== SOURCE MATERIAL ==

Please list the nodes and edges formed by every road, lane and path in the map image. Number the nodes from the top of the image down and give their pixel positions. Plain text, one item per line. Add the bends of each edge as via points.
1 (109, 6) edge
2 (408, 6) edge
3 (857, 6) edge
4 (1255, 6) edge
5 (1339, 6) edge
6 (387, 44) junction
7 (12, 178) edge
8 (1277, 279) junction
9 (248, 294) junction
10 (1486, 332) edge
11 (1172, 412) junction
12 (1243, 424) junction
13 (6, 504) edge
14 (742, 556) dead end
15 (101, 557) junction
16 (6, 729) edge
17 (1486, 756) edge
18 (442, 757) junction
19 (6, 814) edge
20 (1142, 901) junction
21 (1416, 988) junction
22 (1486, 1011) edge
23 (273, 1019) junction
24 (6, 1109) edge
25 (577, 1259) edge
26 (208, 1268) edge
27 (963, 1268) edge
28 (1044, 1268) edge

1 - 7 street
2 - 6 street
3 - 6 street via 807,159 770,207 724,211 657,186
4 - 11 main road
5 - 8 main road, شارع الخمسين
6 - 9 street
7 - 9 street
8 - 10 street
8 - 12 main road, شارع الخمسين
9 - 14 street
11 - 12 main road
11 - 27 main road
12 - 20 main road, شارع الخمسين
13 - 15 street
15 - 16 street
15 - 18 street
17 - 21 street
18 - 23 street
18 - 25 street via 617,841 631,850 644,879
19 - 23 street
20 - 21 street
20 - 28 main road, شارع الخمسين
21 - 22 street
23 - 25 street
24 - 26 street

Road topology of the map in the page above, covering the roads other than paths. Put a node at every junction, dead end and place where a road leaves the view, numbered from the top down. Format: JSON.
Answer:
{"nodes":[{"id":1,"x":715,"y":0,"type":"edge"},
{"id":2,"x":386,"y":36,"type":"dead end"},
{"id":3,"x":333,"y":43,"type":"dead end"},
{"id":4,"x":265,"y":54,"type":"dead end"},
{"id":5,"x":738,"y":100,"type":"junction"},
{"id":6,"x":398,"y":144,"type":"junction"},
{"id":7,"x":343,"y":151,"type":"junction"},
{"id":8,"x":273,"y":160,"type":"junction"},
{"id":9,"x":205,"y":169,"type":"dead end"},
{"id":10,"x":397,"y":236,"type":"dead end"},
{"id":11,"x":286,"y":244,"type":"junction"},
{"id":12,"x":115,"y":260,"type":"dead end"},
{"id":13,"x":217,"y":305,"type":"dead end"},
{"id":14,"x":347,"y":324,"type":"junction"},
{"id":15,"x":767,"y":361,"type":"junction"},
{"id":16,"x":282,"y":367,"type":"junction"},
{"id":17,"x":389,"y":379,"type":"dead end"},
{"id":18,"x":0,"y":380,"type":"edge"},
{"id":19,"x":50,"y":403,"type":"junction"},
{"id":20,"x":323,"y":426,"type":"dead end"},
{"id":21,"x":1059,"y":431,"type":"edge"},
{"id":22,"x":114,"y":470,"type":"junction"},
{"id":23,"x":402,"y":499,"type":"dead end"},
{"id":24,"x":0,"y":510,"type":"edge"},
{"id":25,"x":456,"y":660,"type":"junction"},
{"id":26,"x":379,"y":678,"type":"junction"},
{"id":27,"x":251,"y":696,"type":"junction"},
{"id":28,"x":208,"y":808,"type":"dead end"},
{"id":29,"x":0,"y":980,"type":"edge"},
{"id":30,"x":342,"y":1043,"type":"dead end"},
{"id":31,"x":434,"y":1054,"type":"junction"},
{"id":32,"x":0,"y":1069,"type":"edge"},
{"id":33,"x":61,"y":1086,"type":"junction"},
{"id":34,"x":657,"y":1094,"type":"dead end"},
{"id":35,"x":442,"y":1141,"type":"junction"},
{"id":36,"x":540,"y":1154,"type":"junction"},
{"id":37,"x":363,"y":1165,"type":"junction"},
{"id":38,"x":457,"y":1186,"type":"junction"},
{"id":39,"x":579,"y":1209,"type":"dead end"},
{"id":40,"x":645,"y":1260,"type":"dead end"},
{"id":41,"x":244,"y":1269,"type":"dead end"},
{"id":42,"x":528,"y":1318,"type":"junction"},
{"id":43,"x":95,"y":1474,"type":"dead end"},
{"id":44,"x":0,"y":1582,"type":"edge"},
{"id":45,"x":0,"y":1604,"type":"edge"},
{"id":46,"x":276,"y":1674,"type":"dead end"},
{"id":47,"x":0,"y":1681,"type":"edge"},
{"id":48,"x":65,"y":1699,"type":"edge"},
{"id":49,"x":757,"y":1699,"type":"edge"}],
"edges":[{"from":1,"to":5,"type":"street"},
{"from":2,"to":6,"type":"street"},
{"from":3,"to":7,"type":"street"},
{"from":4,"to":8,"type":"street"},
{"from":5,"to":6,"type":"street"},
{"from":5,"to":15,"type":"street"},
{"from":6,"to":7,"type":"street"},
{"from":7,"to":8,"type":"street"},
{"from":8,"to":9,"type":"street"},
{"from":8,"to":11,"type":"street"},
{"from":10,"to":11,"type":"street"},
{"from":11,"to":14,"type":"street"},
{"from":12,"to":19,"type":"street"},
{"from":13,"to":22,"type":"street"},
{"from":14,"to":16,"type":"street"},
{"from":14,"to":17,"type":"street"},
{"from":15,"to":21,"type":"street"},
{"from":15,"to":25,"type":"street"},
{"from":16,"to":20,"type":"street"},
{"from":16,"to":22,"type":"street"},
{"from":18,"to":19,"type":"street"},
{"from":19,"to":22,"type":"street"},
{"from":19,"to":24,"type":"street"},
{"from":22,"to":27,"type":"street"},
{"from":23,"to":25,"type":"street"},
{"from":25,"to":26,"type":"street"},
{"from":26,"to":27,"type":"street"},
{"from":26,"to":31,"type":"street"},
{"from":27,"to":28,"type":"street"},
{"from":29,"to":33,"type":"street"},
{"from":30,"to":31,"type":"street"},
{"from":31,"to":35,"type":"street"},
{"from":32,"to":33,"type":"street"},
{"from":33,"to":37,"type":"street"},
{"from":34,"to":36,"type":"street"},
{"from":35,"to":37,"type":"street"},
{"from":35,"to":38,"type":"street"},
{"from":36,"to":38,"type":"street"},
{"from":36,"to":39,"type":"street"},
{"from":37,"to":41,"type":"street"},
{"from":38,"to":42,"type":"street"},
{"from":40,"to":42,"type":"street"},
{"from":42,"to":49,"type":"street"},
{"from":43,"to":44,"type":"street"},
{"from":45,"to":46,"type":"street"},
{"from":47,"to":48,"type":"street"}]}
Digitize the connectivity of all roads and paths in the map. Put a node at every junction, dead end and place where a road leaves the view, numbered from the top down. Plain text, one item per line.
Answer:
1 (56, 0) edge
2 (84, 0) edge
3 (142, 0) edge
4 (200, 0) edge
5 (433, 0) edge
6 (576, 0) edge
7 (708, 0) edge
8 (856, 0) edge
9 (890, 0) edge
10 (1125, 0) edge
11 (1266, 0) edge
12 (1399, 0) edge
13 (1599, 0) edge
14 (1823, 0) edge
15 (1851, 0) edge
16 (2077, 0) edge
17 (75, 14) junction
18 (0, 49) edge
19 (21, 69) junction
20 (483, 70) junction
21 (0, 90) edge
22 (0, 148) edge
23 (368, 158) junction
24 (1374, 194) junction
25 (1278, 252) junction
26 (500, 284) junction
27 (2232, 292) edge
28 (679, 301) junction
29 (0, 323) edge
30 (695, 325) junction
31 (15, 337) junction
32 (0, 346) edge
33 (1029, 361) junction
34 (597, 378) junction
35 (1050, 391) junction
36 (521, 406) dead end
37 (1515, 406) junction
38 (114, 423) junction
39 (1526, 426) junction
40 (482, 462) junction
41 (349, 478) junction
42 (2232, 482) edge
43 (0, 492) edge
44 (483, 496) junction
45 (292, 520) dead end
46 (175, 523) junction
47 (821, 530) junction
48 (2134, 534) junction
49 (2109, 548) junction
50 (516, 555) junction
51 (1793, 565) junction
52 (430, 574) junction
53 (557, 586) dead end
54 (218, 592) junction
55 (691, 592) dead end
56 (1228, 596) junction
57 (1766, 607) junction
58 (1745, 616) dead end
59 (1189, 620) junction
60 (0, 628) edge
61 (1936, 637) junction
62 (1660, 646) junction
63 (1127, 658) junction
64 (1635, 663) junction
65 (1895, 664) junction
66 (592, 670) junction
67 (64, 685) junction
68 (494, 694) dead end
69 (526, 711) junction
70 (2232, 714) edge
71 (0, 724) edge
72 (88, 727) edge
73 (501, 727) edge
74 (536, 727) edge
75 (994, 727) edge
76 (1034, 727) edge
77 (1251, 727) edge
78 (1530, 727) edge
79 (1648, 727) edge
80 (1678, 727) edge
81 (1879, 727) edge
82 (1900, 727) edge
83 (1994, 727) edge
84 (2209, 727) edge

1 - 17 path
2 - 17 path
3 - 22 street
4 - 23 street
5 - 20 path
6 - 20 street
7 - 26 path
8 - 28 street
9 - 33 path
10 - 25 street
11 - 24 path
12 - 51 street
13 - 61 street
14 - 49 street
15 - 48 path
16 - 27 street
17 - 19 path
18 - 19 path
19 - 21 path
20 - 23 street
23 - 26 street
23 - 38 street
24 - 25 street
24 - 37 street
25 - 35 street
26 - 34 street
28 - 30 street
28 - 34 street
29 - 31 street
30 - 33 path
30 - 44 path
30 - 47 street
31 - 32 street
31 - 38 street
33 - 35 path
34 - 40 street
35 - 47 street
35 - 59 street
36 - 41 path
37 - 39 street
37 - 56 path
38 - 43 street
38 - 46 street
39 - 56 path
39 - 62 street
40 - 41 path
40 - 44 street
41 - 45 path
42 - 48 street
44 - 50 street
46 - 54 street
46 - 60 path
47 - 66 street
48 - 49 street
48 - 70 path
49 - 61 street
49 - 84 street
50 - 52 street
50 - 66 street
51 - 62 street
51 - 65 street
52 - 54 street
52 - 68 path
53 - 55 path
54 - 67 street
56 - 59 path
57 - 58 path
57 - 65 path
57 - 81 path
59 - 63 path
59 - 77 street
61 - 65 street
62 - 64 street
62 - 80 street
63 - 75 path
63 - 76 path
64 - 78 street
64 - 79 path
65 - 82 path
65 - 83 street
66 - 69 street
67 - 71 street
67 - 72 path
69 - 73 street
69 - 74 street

===

WHAT IS EXPECTED » Which lines of the listing include the string "Plain"? Pull them out.

OUTPUT BELOW »
Please list the nodes and edges formed by every road, lane and path in the map image. Number the nodes from the top of the image down and give their pixel positions. Plain text, one item per line. Add the bends of each edge as via points.
Digitize the connectivity of all roads and paths in the map. Put a node at every junction, dead end and place where a road leaves the view, numbered from the top down. Plain text, one item per line.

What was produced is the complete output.